- **Exercise prompt**
Filter the listing down to the lines containing the word "that".

- **The records**

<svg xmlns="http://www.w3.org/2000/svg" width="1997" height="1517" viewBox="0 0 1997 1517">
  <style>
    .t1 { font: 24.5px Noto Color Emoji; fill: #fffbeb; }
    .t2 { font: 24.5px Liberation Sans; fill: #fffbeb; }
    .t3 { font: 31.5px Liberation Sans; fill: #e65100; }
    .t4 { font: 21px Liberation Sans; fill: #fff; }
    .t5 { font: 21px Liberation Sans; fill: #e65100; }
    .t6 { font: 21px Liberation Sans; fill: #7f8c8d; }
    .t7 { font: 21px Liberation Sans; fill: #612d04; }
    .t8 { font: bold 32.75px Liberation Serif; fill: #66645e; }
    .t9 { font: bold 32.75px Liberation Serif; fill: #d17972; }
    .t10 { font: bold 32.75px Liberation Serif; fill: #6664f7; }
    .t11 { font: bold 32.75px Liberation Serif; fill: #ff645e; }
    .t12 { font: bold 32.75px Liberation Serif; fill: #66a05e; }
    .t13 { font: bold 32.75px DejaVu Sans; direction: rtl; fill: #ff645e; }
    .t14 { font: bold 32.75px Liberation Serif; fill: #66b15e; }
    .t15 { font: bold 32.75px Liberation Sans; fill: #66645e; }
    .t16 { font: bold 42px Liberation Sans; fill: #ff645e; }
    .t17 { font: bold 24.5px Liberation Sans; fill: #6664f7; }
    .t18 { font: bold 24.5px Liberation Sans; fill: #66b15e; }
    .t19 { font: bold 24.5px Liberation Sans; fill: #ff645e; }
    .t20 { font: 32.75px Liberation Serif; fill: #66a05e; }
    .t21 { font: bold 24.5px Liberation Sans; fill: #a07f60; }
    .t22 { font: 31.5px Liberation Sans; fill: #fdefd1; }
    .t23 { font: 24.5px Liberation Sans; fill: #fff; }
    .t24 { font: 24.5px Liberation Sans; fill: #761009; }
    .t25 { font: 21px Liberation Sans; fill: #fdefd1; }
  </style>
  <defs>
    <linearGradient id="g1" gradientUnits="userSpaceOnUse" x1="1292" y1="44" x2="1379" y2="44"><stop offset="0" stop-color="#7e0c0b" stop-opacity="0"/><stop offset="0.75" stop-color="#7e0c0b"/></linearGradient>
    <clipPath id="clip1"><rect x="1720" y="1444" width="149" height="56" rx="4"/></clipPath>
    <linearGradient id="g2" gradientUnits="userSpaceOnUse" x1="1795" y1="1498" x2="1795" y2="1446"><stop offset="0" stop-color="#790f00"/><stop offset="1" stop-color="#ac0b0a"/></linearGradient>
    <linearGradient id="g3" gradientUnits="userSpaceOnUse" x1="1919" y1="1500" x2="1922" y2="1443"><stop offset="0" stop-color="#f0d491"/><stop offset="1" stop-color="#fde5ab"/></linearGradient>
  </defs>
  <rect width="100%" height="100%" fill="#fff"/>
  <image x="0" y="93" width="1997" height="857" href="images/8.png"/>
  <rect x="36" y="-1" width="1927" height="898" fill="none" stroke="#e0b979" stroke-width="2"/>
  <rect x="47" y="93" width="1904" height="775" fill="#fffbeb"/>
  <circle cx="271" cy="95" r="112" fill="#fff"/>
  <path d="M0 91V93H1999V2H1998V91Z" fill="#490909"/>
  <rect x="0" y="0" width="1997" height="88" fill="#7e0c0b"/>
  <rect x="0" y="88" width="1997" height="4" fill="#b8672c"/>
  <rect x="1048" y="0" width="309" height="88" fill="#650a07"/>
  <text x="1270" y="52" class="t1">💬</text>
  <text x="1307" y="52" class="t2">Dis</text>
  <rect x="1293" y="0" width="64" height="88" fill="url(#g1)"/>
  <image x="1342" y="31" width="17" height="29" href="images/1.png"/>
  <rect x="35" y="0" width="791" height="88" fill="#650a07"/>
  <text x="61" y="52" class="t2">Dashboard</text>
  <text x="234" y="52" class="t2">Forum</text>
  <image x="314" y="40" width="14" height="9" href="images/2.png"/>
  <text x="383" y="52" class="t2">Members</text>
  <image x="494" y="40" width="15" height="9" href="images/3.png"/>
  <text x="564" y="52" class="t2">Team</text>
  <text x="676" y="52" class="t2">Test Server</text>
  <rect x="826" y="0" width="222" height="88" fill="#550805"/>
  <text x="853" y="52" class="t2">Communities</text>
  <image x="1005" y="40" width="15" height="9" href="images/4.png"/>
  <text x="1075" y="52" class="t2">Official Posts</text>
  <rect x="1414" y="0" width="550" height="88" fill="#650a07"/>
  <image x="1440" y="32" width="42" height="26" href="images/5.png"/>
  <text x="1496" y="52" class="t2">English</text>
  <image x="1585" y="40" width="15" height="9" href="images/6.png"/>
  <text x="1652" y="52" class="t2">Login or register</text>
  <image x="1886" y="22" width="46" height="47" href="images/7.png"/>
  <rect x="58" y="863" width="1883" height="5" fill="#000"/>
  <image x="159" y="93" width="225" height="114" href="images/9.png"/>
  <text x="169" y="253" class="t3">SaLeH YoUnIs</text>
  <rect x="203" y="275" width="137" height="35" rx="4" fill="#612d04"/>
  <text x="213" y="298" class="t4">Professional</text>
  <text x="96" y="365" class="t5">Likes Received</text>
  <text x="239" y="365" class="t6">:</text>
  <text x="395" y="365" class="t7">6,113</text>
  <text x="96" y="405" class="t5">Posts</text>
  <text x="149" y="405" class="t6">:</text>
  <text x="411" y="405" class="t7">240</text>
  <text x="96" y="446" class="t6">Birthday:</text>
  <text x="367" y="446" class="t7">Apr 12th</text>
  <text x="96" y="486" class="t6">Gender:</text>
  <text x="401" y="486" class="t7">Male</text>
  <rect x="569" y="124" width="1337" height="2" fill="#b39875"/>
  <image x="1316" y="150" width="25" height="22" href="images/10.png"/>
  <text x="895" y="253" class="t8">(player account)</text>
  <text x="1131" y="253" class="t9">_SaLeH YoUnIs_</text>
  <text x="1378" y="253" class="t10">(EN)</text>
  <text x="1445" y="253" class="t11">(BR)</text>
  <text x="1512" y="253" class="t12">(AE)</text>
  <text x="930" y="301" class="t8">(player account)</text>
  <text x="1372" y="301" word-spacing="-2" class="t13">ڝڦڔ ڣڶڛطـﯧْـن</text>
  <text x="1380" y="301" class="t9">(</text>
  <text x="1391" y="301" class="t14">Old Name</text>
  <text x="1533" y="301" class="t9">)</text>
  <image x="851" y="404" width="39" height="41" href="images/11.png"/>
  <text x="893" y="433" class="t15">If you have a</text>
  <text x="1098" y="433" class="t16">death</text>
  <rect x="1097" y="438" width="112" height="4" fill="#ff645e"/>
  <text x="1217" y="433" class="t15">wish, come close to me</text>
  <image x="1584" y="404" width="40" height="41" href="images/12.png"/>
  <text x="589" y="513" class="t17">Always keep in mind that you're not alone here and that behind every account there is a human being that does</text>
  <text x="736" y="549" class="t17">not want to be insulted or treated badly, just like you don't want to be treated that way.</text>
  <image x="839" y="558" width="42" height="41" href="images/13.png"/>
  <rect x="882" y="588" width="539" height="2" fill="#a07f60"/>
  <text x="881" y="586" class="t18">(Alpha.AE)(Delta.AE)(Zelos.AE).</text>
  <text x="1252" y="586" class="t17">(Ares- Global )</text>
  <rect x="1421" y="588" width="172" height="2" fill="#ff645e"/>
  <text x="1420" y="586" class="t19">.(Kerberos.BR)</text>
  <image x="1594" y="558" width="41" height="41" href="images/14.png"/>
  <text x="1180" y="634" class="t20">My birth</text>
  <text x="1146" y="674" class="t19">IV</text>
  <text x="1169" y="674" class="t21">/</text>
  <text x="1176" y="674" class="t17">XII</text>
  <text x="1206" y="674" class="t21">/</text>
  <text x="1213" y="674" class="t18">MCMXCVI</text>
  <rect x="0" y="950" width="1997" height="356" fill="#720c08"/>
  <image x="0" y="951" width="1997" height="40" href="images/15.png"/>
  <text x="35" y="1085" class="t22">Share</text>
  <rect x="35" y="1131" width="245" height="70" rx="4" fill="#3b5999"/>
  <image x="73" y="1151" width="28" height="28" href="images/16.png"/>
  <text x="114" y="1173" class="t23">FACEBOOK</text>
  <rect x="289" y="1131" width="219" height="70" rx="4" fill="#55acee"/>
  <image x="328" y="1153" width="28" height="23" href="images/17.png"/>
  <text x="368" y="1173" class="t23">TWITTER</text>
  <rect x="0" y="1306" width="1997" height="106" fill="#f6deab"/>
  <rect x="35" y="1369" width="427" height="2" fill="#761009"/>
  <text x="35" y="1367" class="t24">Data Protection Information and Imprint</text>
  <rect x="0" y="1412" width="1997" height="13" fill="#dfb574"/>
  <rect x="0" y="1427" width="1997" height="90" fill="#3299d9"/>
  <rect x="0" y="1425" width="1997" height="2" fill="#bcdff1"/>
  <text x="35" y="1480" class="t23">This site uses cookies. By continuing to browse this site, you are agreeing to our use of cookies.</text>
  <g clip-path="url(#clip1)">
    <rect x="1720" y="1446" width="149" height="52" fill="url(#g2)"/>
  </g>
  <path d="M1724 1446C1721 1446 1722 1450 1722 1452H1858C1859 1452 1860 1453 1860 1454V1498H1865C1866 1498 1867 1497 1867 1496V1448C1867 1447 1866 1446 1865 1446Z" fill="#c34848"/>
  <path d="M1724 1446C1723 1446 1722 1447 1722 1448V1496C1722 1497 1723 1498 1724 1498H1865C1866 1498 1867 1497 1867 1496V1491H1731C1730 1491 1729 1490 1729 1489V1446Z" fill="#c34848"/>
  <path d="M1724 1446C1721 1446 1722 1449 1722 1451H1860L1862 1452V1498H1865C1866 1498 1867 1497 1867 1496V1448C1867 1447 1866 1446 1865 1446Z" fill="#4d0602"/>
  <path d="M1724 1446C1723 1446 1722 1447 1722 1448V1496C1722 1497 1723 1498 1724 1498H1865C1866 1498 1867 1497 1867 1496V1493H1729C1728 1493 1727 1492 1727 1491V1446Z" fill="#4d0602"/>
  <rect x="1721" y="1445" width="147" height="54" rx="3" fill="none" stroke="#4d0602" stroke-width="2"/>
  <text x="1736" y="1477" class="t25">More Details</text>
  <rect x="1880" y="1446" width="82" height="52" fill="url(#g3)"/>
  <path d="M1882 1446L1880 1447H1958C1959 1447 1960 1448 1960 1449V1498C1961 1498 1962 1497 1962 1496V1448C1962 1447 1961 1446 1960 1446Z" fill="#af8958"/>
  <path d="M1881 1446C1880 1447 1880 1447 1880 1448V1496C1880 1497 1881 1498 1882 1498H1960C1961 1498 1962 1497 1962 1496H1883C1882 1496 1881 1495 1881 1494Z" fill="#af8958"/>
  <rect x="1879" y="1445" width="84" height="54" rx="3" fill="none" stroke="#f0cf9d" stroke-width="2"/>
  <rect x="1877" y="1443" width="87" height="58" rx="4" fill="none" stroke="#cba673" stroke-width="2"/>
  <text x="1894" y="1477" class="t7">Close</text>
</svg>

- **Solution to this task**
  <text x="589" y="513" class="t17">Always keep in mind that you're not alone here and that behind every account there is a human being that does</text>
  <text x="736" y="549" class="t17">not want to be insulted or treated badly, just like you don't want to be treated that way.</text>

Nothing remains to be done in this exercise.